What is required:
In the listing that follows, the range to quote begins at the line that has "I need the junctions" and ends after the line that has "Road topology of"; quote it verbatim and add nothing.

Material for this task:
· · · ·
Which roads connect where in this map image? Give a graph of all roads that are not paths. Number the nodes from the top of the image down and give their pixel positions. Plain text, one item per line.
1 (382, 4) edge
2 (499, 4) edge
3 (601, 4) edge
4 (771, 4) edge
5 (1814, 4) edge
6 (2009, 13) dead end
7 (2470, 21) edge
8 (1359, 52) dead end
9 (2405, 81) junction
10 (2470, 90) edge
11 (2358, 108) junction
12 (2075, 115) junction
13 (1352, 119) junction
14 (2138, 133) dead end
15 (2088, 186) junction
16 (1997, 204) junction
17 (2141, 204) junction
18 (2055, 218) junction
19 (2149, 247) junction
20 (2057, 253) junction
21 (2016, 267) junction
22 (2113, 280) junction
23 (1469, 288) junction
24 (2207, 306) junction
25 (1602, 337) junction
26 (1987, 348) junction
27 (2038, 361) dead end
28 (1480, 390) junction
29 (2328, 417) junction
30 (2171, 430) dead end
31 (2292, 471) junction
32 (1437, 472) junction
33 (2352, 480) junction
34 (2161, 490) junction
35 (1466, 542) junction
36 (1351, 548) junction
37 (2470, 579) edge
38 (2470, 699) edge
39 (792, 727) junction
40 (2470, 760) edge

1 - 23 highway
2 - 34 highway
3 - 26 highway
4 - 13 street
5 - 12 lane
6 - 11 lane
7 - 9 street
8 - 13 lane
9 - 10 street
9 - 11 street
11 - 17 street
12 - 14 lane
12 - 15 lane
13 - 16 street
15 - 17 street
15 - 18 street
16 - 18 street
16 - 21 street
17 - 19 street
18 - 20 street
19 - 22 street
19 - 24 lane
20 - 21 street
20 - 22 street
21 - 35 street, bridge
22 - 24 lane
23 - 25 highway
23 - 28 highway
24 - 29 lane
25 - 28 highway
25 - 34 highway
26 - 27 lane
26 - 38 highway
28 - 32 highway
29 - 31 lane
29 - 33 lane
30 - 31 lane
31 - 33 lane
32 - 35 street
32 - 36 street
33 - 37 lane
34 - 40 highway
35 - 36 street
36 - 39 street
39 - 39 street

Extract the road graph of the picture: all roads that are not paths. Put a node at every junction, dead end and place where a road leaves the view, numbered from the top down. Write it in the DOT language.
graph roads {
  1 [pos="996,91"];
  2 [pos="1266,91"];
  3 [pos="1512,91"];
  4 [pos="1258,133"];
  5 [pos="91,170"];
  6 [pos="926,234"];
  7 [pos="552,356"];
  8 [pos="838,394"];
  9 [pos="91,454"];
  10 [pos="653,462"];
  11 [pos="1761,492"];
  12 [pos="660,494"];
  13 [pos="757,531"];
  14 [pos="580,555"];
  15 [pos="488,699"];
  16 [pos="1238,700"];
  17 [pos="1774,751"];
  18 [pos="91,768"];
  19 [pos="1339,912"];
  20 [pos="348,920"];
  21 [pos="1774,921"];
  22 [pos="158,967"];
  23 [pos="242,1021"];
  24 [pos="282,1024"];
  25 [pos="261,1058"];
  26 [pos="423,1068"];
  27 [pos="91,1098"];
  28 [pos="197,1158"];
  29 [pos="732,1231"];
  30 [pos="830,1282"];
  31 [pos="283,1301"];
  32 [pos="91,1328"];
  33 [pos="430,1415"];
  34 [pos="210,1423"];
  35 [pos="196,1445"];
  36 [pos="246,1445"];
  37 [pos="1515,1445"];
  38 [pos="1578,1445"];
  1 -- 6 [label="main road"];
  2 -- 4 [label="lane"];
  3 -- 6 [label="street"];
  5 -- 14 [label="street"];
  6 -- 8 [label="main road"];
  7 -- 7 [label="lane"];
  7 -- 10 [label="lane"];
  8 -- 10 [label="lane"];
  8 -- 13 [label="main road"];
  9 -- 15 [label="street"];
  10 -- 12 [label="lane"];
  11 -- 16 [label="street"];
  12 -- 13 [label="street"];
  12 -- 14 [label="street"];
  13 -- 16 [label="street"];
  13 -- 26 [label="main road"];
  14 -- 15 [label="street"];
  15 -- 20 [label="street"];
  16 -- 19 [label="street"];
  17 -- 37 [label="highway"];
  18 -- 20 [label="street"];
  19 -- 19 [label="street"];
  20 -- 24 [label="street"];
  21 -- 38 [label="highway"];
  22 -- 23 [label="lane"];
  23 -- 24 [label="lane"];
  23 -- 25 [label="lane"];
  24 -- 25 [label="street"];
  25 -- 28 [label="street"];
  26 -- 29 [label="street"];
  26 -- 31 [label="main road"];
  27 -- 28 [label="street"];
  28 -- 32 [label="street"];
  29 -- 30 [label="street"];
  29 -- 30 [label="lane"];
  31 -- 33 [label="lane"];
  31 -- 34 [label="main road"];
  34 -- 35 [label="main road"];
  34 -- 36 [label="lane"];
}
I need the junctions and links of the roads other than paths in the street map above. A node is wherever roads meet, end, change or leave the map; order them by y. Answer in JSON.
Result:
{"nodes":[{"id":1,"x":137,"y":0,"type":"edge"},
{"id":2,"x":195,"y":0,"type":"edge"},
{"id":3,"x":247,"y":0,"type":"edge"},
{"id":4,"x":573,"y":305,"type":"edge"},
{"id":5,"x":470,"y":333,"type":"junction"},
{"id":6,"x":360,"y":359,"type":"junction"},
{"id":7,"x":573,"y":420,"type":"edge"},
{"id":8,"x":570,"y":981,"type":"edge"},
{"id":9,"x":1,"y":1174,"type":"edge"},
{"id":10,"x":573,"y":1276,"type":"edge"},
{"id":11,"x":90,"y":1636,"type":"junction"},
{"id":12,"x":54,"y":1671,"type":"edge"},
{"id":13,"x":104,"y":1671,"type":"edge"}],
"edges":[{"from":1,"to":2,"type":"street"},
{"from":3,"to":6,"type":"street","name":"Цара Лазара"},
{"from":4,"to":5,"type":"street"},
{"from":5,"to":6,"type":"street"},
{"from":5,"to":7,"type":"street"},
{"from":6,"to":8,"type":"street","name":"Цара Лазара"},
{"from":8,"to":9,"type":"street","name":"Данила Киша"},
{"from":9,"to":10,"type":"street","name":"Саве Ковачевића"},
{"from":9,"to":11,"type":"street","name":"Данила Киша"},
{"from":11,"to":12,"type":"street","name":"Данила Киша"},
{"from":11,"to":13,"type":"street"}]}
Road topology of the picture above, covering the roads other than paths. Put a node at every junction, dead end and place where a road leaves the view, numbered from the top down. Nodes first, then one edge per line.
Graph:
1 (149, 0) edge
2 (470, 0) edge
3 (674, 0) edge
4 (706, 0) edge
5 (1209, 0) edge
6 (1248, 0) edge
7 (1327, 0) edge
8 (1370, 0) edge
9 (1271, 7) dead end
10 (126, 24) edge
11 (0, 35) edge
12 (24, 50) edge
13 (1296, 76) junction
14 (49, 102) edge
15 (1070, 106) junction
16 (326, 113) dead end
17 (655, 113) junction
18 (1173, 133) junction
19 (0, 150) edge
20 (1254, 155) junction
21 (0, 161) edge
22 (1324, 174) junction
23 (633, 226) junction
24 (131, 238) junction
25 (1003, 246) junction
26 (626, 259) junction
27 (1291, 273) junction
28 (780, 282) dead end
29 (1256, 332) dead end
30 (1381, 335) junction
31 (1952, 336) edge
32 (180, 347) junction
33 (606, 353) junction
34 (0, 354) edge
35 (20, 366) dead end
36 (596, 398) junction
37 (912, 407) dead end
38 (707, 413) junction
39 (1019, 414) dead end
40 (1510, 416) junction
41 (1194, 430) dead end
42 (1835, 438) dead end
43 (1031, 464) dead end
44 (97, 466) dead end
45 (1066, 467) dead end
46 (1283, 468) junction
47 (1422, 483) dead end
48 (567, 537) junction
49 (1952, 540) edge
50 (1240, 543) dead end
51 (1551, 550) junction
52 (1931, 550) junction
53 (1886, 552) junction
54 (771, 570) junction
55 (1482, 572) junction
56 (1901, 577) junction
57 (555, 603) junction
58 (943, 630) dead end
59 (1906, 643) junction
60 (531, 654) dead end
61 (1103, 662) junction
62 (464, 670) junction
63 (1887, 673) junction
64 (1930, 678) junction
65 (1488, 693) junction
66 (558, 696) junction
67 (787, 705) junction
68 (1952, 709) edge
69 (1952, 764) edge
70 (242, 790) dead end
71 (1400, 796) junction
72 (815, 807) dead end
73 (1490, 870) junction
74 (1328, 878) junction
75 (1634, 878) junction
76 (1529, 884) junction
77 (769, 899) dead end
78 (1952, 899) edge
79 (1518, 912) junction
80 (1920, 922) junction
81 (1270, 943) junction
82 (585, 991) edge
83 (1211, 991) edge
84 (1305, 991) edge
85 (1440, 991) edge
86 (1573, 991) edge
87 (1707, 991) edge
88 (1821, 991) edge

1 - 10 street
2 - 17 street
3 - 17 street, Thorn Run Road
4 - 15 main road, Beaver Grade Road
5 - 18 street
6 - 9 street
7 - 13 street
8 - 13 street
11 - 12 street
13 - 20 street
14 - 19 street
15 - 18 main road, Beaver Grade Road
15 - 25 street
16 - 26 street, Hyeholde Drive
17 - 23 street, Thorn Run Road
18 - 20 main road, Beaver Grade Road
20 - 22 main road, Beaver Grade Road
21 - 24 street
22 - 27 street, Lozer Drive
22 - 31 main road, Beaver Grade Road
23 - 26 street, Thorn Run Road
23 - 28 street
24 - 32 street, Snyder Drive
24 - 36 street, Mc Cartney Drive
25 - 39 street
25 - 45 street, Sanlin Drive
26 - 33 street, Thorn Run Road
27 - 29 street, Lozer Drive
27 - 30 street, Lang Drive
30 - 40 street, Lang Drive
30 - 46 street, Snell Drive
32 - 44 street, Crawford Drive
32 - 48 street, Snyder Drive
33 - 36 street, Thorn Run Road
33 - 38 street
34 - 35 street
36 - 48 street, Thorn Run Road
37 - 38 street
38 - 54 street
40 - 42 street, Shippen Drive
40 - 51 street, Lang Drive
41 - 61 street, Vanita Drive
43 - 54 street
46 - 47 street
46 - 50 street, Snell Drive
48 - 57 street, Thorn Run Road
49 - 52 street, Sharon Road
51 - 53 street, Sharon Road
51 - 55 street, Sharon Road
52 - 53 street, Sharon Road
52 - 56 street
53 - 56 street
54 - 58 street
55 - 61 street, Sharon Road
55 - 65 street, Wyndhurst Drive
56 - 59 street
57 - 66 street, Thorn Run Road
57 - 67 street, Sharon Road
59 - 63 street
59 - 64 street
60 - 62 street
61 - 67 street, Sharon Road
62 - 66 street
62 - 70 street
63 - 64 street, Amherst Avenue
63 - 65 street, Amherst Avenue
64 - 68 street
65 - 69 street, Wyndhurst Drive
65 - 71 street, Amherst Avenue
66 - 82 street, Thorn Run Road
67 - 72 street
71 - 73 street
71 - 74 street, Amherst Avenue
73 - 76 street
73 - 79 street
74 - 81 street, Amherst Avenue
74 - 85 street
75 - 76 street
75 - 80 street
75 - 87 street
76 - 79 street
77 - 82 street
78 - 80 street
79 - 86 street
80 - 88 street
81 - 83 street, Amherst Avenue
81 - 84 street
· · · ·
Answer space:
I need the junctions and links of the roads other than paths in the street map above. A node is wherever roads meet, end, change or leave the map; order them by y. Answer in JSON.
Result:
{"nodes":[{"id":1,"x":137,"y":0,"type":"edge"},
{"id":2,"x":195,"y":0,"type":"edge"},
{"id":3,"x":247,"y":0,"type":"edge"},
{"id":4,"x":573,"y":305,"type":"edge"},
{"id":5,"x":470,"y":333,"type":"junction"},
{"id":6,"x":360,"y":359,"type":"junction"},
{"id":7,"x":573,"y":420,"type":"edge"},
{"id":8,"x":570,"y":981,"type":"edge"},
{"id":9,"x":1,"y":1174,"type":"edge"},
{"id":10,"x":573,"y":1276,"type":"edge"},
{"id":11,"x":90,"y":1636,"type":"junction"},
{"id":12,"x":54,"y":1671,"type":"edge"},
{"id":13,"x":104,"y":1671,"type":"edge"}],
"edges":[{"from":1,"to":2,"type":"street"},
{"from":3,"to":6,"type":"street","name":"Цара Лазара"},
{"from":4,"to":5,"type":"street"},
{"from":5,"to":6,"type":"street"},
{"from":5,"to":7,"type":"street"},
{"from":6,"to":8,"type":"street","name":"Цара Лазара"},
{"from":8,"to":9,"type":"street","name":"Данила Киша"},
{"from":9,"to":10,"type":"street","name":"Саве Ковачевића"},
{"from":9,"to":11,"type":"street","name":"Данила Киша"},
{"from":11,"to":12,"type":"street","name":"Данила Киша"},
{"from":11,"to":13,"type":"street"}]}
Road topology of the picture above, covering the roads other than paths. Put a node at every junction, dead end and place where a road leaves the view, numbered from the top down. Nodes first, then one edge per line.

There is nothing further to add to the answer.